China Faces Copper Glut as Real Estate Downturn Dampens Demand

by Yuki

The largest accumulation of copper in four years has amassed in Chinese warehouses, driven by a combination of soaring prices and lackluster consumer demand, prompting manufacturers in Asia’s largest economy to reduce purchases of the critical industrial metal.

Copper inventories in Shanghai Futures Exchange warehouses have surged to approximately 330,000 tonnes this month, marking the highest level since 2020. The last comparable stockpile was recorded in 2015.

Zhang Jiefu, senior analyst at Zhengxin Futures, attributed the surplus to weak consumption, noting that wire and cable manufacturers are under significant pressure due to a slump in China’s real estate sector. Copper is extensively used in electrical wiring, plumbing, and household appliances, which are essential in building construction.

This build-up underscores the fragile condition of China’s industrial sector, which cut back on copper demand following a speculative trading frenzy in the US that pushed prices to a record high of over $11,000 per tonne last month.

Warehouse stock levels, monitored by traders and analysts, serve as key indicators of market strength, rising when the market is oversupplied and depleting when demand is robust.

David Wilson, commodities strategist at BNP Paribas, explained that Chinese copper manufacturers are incentivized to draw down their own stockpiles and delay market purchases due to moderate demand and elevated global prices.

The increase in copper inventories is reflective of China’s real estate slowdown, weak manufacturing, and sluggish credit activity, as Beijing refrains from directly stimulating household consumption.

Since reaching a peak, copper prices have dropped 13% to $9,600 per tonne, influenced by weak Chinese demand. Typically, copper inventories build up in the early months of the year and decrease in the spring as factories ramp up production post-Chinese Lunar New Year. However, this year’s inventory rise has persisted longer than usual.

Globally, traders warn that copper inventories remain perilously low, covering only a few days of consumption, which could lead to volatile price spikes.

In China, the soft market has caused copper for delivery to Shanghai to trade at a discount to the global benchmark price, an unusual occurrence. Recently, Chinese copper fabricators have resumed purchases, with inventory levels showing slight declines over the past two weeks.

Despite this, the copper stockpile increase highlights the sector’s challenges due to a global oversupply of smelters. Countries like Indonesia, India, and the Democratic Republic of Congo are poised to add significant smelting capacity soon.

“This is the largest addition of new smelter capacity we’ve ever seen in a 12 to 24-month period,” said Wilson.

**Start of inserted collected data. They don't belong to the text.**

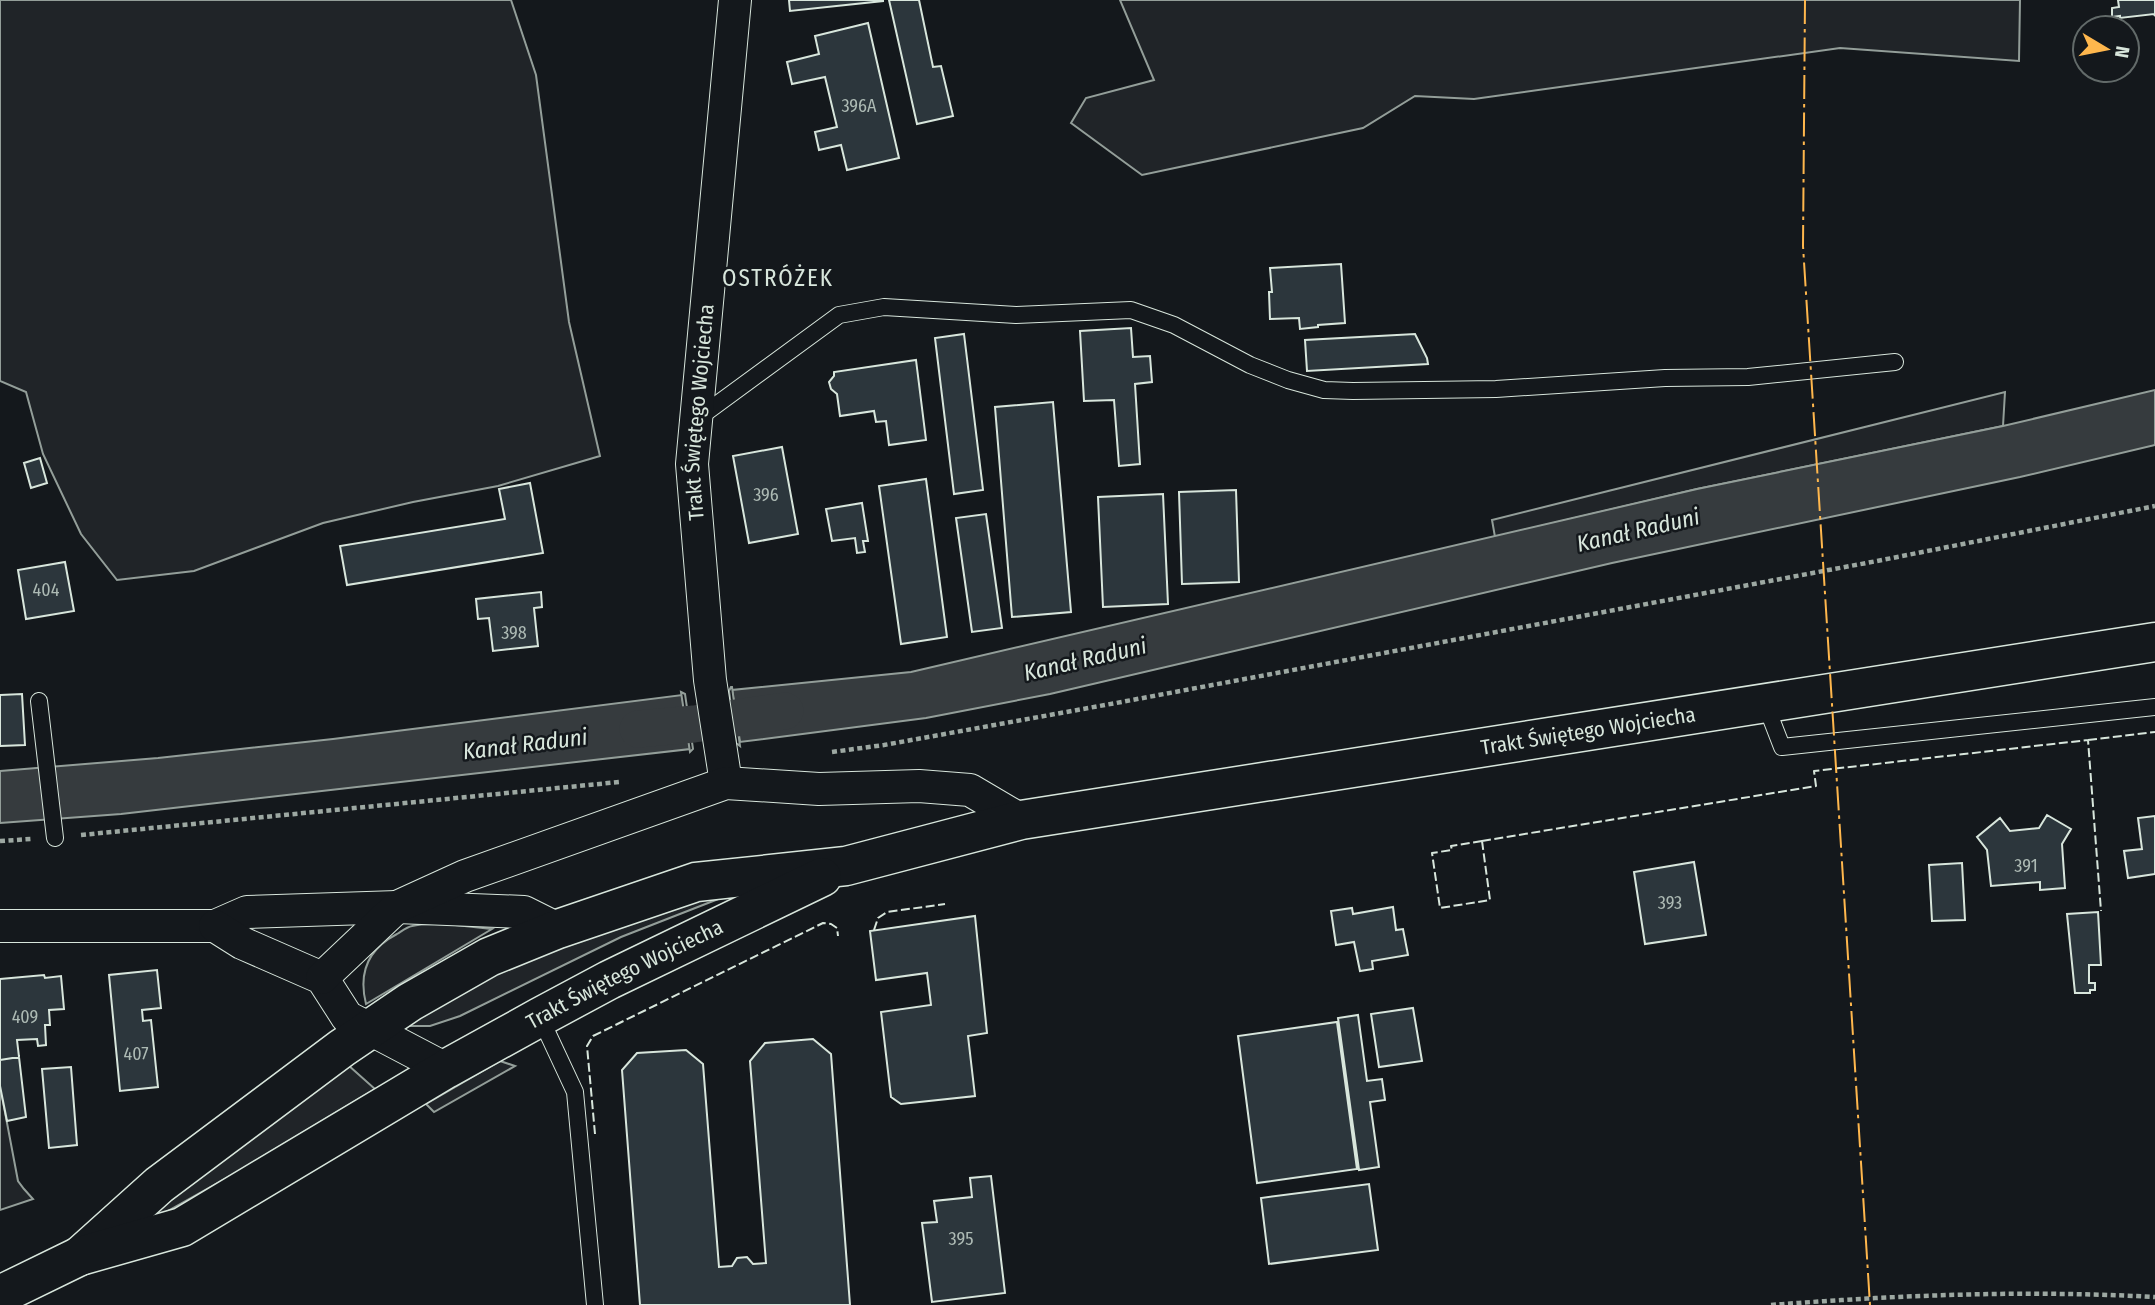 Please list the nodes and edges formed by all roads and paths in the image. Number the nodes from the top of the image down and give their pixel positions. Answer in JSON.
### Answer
{"nodes":[{"id":1,"x":735,"y":0,"type":"edge"},
{"id":2,"x":1895,"y":362,"type":"dead end"},
{"id":3,"x":697,"y":419,"type":"junction"},
{"id":4,"x":2155,"y":506,"type":"edge"},
{"id":5,"x":2155,"y":642,"type":"edge"},
{"id":6,"x":39,"y":701,"type":"dead end"},
{"id":7,"x":1765,"y":703,"type":"junction"},
{"id":8,"x":2155,"y":707,"type":"edge"},
{"id":9,"x":829,"y":752,"type":"dead end"},
{"id":10,"x":723,"y":769,"type":"junction"},
{"id":11,"x":620,"y":782,"type":"dead end"},
{"id":12,"x":1021,"y":820,"type":"junction"},
{"id":13,"x":55,"y":838,"type":"junction"},
{"id":14,"x":0,"y":841,"type":"edge"},
{"id":15,"x":846,"y":866,"type":"junction"},
{"id":16,"x":397,"y":907,"type":"junction"},
{"id":17,"x":0,"y":926,"type":"edge"},
{"id":18,"x":215,"y":926,"type":"junction"},
{"id":19,"x":558,"y":929,"type":"junction"},
{"id":20,"x":321,"y":978,"type":"junction"},
{"id":21,"x":540,"y":1017,"type":"junction"},
{"id":22,"x":370,"y":1030,"type":"junction"},
{"id":23,"x":446,"y":1069,"type":"junction"},
{"id":24,"x":79,"y":1256,"type":"junction"},
{"id":25,"x":0,"y":1295,"type":"edge"},
{"id":26,"x":2155,"y":1297,"type":"edge"},
{"id":27,"x":595,"y":1305,"type":"edge"},
{"id":28,"x":1771,"y":1305,"type":"edge"}],
"edges":[{"from":1,"to":3,"type":"street","name":"Trakt Świętego Wojciecha"},
{"from":2,"to":3,"type":"lane"},
{"from":3,"to":10,"type":"street","name":"Trakt Świętego Wojciecha"},
{"from":4,"to":9,"type":"path"},
{"from":5,"to":7,"type":"main road","name":"Trakt Świętego Wojciecha"},
{"from":6,"to":13,"type":"lane"},
{"from":7,"to":8,"type":"lane"},
{"from":7,"to":12,"type":"main road","name":"Trakt Świętego Wojciecha"},
{"from":10,"to":12,"type":"street"},
{"from":10,"to":16,"type":"street"},
{"from":11,"to":13,"type":"path"},
{"from":12,"to":15,"type":"main road","name":"Trakt Świętego Wojciecha"},
{"from":13,"to":14,"type":"path"},
{"from":15,"to":19,"type":"main road","name":"Trakt Świętego Wojciecha"},
{"from":15,"to":21,"type":"main road","name":"Trakt Świętego Wojciecha"},
{"from":16,"to":18,"type":"street"},
{"from":16,"to":19,"type":"street"},
{"from":16,"to":20,"type":"street"},
{"from":17,"to":18,"type":"street"},
{"from":18,"to":20,"type":"street"},
{"from":19,"to":22,"type":"main road","name":"Trakt Świętego Wojciecha"},
{"from":20,"to":22,"type":"street"},
{"from":21,"to":23,"type":"main road","name":"Trakt Świętego Wojciecha"},
{"from":21,"to":27,"type":"lane"},
{"from":22,"to":23,"type":"street"},
{"from":22,"to":24,"type":"main road","name":"Trakt Świętego Wojciecha"},
{"from":23,"to":24,"type":"main road","name":"Trakt Świętego Wojciecha"},
{"from":24,"to":25,"type":"main road","name":"Trakt Świętego Wojciecha"},
{"from":26,"to":28,"type":"path"}]}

At the end of last year, the closure of a major mine in Panama and production cuts by leading mining companies led analysts to anticipate metal shortages. Fund managers, betting on rising prices earlier this year, saw physical shortages fail to materialize as the DRC increased mine output and China processed more scrap.

Qin Jingjing, chief non-ferrous metals analyst at SDIC Securities, noted that the excess copper in China also resulted from smelters maintaining output despite considering production cuts in March.

With prices recently falling, JPMorgan analysts questioned whether the more than 10% price decline is enough to shift sentiment in China. Some analysts foresee a potential price rally in the latter half of the year due to pent-up demand. “With the decline in price, we’re going to see people take advantage of this,” said Boris Mikanikrezai, analyst at Fastmarkets.

However, Daniel Smith, head of research at AMT, warned that prices could drop further if funds betting on copper turn bearish and start shorting. “China has hit a soft patch,” he said. “If the funds go short, we could see prices fall back to $9,000 per tonne.”